The influence of graphene oxide on the microstructure and properties of ultrafine-grained copper processed by high-pressure torsion

New metal matrix nanocomposites with enhanced thermal stability were produced in a three step process consisting of mechanical milling, spark plasma sintering and High-Pressure Torsion (HPT). The nanocomposites consisted of a copper matrix and the addition of 1 wt% Graphene Oxide (GO) as a reinforcement. A nano- crystalline microstructure, enhanced hardness and improved thermal stability were achieved. The grain size of the nanocomposites was similar to 55 nm which is almost four time smaller than for Cu HPT at 210 nm. Hardnes and ultimate tensile strength of the nanocomposites reach 250 Hv and 700 MPa, respectively, which was more than three times higher than for the initial material.
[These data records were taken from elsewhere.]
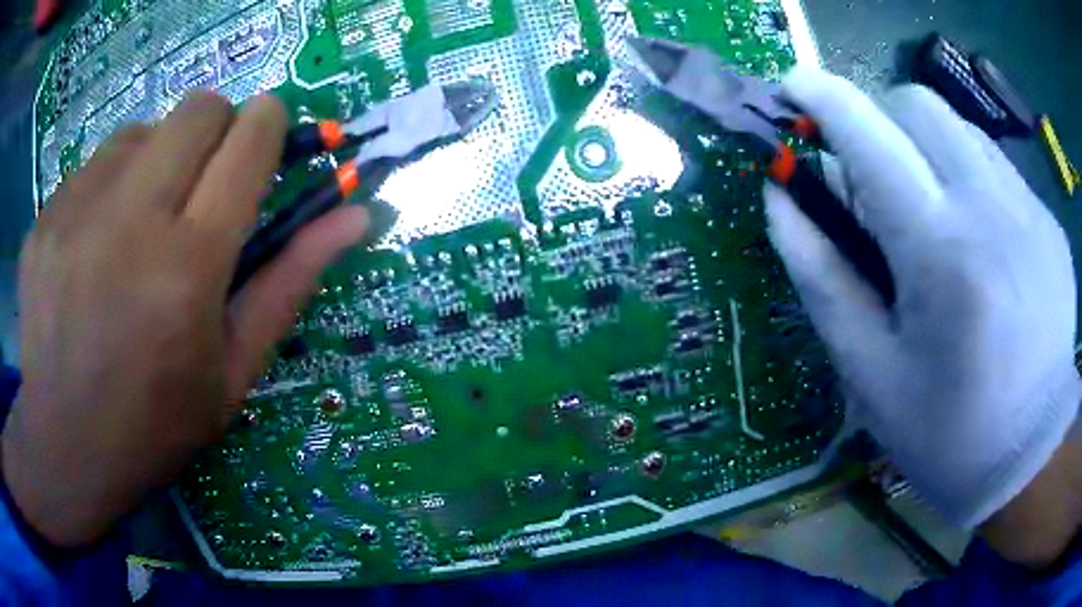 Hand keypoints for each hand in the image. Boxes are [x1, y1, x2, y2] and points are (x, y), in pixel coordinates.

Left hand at [2, 92, 370, 546]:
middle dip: (216, 130)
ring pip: (142, 130)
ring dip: (155, 160)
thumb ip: (290, 282)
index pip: (248, 142)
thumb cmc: (154, 424)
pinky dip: (107, 188)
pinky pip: (93, 166)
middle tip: (201, 187)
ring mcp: (77, 212)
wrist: (65, 447)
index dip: (268, 124)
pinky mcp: (46, 216)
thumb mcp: (233, 373)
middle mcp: (130, 221)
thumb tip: (356, 215)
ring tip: (137, 225)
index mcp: (188, 267)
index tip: (266, 136)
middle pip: (198, 110)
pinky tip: (93, 246)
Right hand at [765, 68, 1079, 530]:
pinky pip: (995, 164)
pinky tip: (974, 232)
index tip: (793, 87)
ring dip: (924, 146)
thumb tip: (778, 197)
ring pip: (958, 126)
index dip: (822, 97)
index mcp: (942, 257)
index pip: (870, 136)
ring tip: (927, 209)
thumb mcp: (870, 374)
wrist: (1030, 457)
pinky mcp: (1048, 222)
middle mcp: (992, 211)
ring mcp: (1030, 211)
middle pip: (916, 105)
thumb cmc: (946, 435)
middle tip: (871, 174)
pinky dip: (966, 173)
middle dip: (877, 119)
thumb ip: (821, 275) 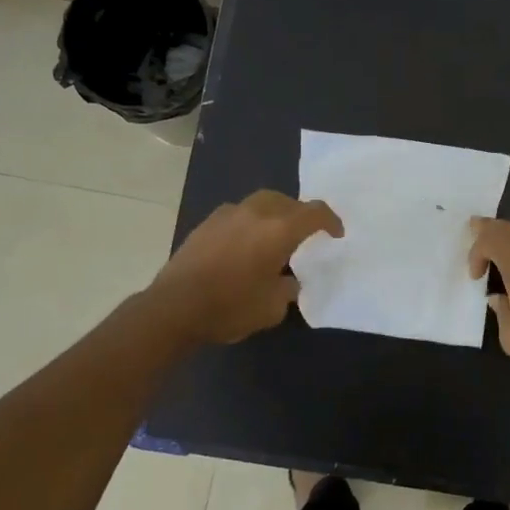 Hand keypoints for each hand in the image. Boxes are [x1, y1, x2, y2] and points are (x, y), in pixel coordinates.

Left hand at [147, 190, 342, 344]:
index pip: (315, 213)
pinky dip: (250, 222)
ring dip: (274, 214)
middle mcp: (255, 214)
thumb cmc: (230, 308)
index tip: (336, 234)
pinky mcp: (206, 224)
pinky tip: (245, 245)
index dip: (330, 220)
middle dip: (300, 214)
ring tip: (274, 237)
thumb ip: (287, 289)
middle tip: (305, 233)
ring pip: (260, 203)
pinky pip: (239, 214)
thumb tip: (287, 281)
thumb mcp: (272, 308)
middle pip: (286, 201)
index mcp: (279, 231)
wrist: (174, 308)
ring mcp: (227, 215) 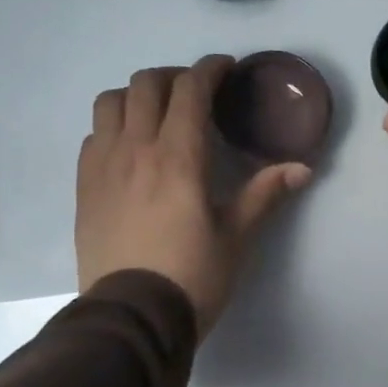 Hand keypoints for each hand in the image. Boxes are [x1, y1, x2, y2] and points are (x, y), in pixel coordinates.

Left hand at [77, 57, 311, 335]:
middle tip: (196, 93)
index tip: (225, 68)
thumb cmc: (192, 277)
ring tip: (156, 113)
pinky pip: (93, 136)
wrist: (131, 318)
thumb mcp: (236, 238)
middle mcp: (135, 149)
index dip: (209, 69)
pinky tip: (129, 148)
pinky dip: (113, 126)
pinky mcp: (84, 188)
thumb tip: (303, 168)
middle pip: (145, 84)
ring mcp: (103, 167)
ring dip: (136, 95)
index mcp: (178, 157)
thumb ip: (265, 195)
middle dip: (174, 77)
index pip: (189, 89)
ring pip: (110, 102) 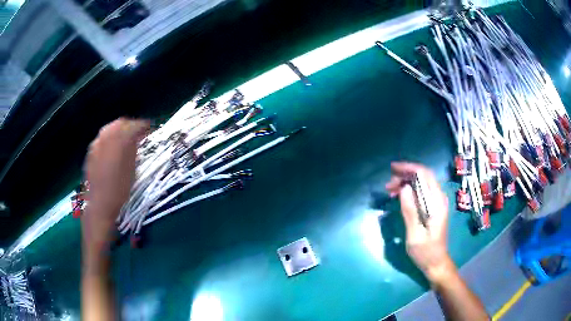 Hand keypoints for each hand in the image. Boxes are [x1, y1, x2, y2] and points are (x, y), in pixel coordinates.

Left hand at [82, 118, 148, 255]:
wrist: (100, 204)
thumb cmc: (120, 189)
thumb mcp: (133, 168)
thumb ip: (134, 148)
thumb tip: (138, 137)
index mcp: (119, 139)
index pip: (134, 125)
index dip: (144, 126)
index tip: (151, 129)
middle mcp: (106, 136)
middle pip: (121, 122)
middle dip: (131, 126)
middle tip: (139, 134)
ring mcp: (96, 143)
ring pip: (110, 129)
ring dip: (120, 131)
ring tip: (126, 141)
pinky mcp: (91, 151)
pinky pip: (103, 138)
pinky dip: (110, 139)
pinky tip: (113, 150)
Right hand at [385, 162, 453, 282]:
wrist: (436, 263)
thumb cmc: (425, 252)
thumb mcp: (415, 235)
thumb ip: (410, 211)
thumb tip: (404, 188)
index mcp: (437, 203)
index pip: (425, 175)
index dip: (409, 168)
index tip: (393, 169)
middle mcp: (439, 198)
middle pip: (423, 176)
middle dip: (405, 175)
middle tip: (388, 185)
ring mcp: (437, 202)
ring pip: (422, 183)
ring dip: (406, 183)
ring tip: (390, 190)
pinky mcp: (433, 207)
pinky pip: (421, 192)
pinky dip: (409, 191)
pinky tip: (399, 196) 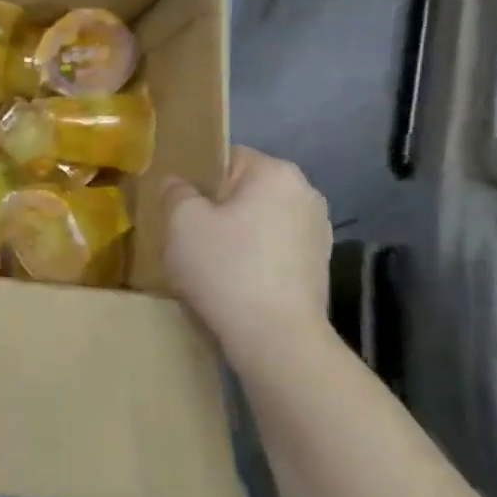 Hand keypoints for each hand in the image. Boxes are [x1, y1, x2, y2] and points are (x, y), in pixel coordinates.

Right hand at [161, 147, 331, 359]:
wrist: (276, 338)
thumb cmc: (226, 268)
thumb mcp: (181, 222)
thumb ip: (176, 192)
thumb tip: (180, 185)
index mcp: (276, 172)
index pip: (225, 157)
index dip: (196, 179)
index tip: (177, 208)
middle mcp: (306, 193)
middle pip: (244, 190)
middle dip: (217, 208)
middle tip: (187, 237)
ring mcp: (318, 232)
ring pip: (259, 221)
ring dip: (235, 235)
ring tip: (210, 264)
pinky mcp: (319, 267)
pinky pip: (273, 249)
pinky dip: (253, 258)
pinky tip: (234, 283) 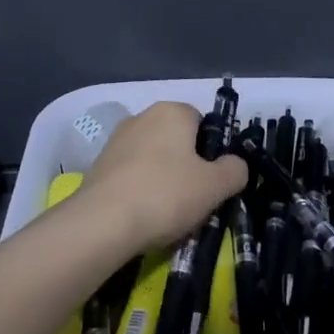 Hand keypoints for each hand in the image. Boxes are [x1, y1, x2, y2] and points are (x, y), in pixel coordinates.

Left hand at [80, 101, 248, 247]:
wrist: (101, 223)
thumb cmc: (166, 195)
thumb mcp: (215, 186)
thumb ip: (235, 170)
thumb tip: (235, 165)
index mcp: (172, 111)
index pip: (203, 123)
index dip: (212, 152)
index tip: (214, 181)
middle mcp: (142, 116)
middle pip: (177, 141)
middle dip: (188, 167)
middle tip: (195, 199)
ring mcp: (116, 140)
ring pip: (154, 159)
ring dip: (164, 180)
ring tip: (169, 213)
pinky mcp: (99, 165)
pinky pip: (132, 174)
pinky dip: (141, 190)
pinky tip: (144, 216) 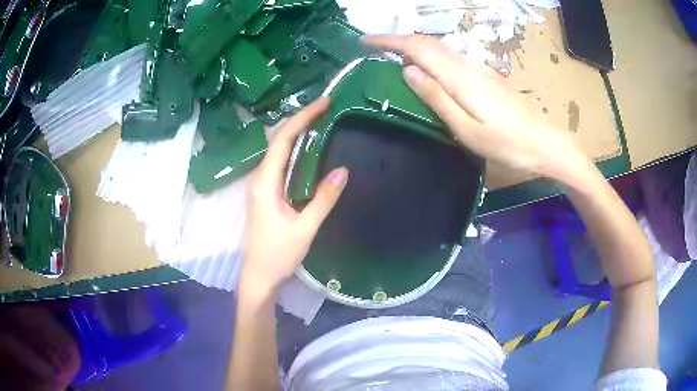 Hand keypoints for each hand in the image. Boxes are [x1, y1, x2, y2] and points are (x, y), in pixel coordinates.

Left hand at [240, 98, 348, 297]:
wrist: (259, 275)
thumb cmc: (278, 255)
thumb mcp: (304, 228)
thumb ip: (323, 199)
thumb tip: (343, 170)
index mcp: (265, 183)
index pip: (282, 140)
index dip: (302, 118)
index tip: (323, 103)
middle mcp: (259, 178)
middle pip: (278, 140)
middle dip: (300, 120)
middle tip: (326, 107)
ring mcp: (260, 185)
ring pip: (278, 150)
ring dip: (297, 132)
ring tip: (320, 120)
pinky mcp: (265, 192)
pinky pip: (279, 163)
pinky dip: (294, 149)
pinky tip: (309, 148)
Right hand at [363, 34, 589, 181]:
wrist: (546, 144)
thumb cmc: (508, 144)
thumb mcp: (468, 129)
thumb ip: (438, 98)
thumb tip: (408, 71)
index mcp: (460, 78)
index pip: (418, 48)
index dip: (390, 41)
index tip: (366, 42)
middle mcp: (468, 66)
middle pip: (428, 43)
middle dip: (399, 41)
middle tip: (375, 49)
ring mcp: (480, 69)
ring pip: (440, 49)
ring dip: (414, 47)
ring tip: (394, 56)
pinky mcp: (487, 77)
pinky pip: (452, 58)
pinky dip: (432, 56)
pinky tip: (428, 68) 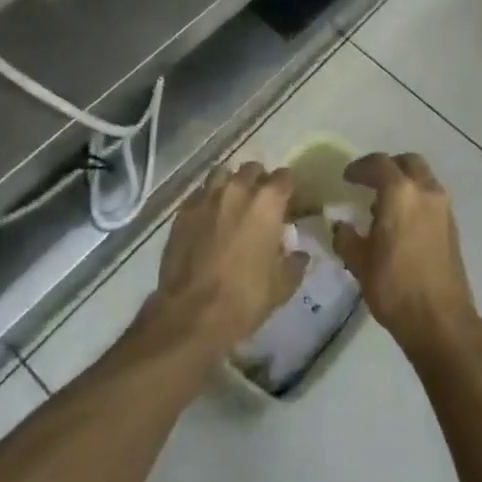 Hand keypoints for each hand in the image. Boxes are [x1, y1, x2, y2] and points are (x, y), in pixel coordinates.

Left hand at [145, 162, 308, 359]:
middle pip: (252, 169)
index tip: (287, 202)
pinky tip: (208, 219)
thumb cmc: (245, 298)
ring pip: (222, 174)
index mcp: (267, 202)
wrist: (192, 313)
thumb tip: (299, 253)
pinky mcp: (183, 211)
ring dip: (231, 184)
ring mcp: (206, 197)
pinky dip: (207, 200)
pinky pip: (200, 194)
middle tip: (260, 203)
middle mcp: (237, 189)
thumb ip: (294, 263)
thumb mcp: (282, 286)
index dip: (287, 188)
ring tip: (232, 203)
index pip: (284, 177)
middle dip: (259, 181)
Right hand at [335, 153, 481, 369]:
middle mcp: (425, 192)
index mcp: (400, 193)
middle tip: (369, 182)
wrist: (441, 321)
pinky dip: (415, 199)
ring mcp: (443, 209)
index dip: (360, 167)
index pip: (379, 164)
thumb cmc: (395, 287)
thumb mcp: (359, 262)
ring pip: (423, 179)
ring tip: (383, 206)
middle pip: (408, 162)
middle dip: (388, 167)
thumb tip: (341, 226)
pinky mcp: (452, 227)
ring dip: (404, 183)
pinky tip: (401, 223)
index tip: (347, 178)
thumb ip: (346, 237)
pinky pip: (431, 198) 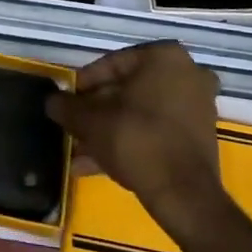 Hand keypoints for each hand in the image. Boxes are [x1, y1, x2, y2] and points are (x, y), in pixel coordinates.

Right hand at [48, 42, 221, 227]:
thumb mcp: (90, 121)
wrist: (183, 194)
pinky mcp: (199, 136)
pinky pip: (155, 130)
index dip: (82, 86)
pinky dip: (130, 142)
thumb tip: (52, 101)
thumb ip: (66, 106)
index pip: (110, 64)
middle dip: (96, 113)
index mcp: (163, 57)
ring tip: (79, 153)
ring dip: (109, 131)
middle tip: (73, 129)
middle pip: (126, 90)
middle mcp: (187, 73)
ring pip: (140, 113)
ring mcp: (197, 106)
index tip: (66, 104)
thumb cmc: (135, 140)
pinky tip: (98, 165)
The most important result is that the nanocomposites remained ultrafine-grained up to 500 degrees C whereas the Cu HPT fully recrystalized after annealing at 300 degrees C The report also includes an investigation of the electrical conductivity of the copper-based composite which was slightly better than for copper after HPT together with the wear behaviour of this material. This is one of the first reports on copper reinforced with graphene oxide composites produced by HPT and it gives information on its thermal stability, electrical conductivity and wear behaviour together with the microstructural characteristics and mechanical properties.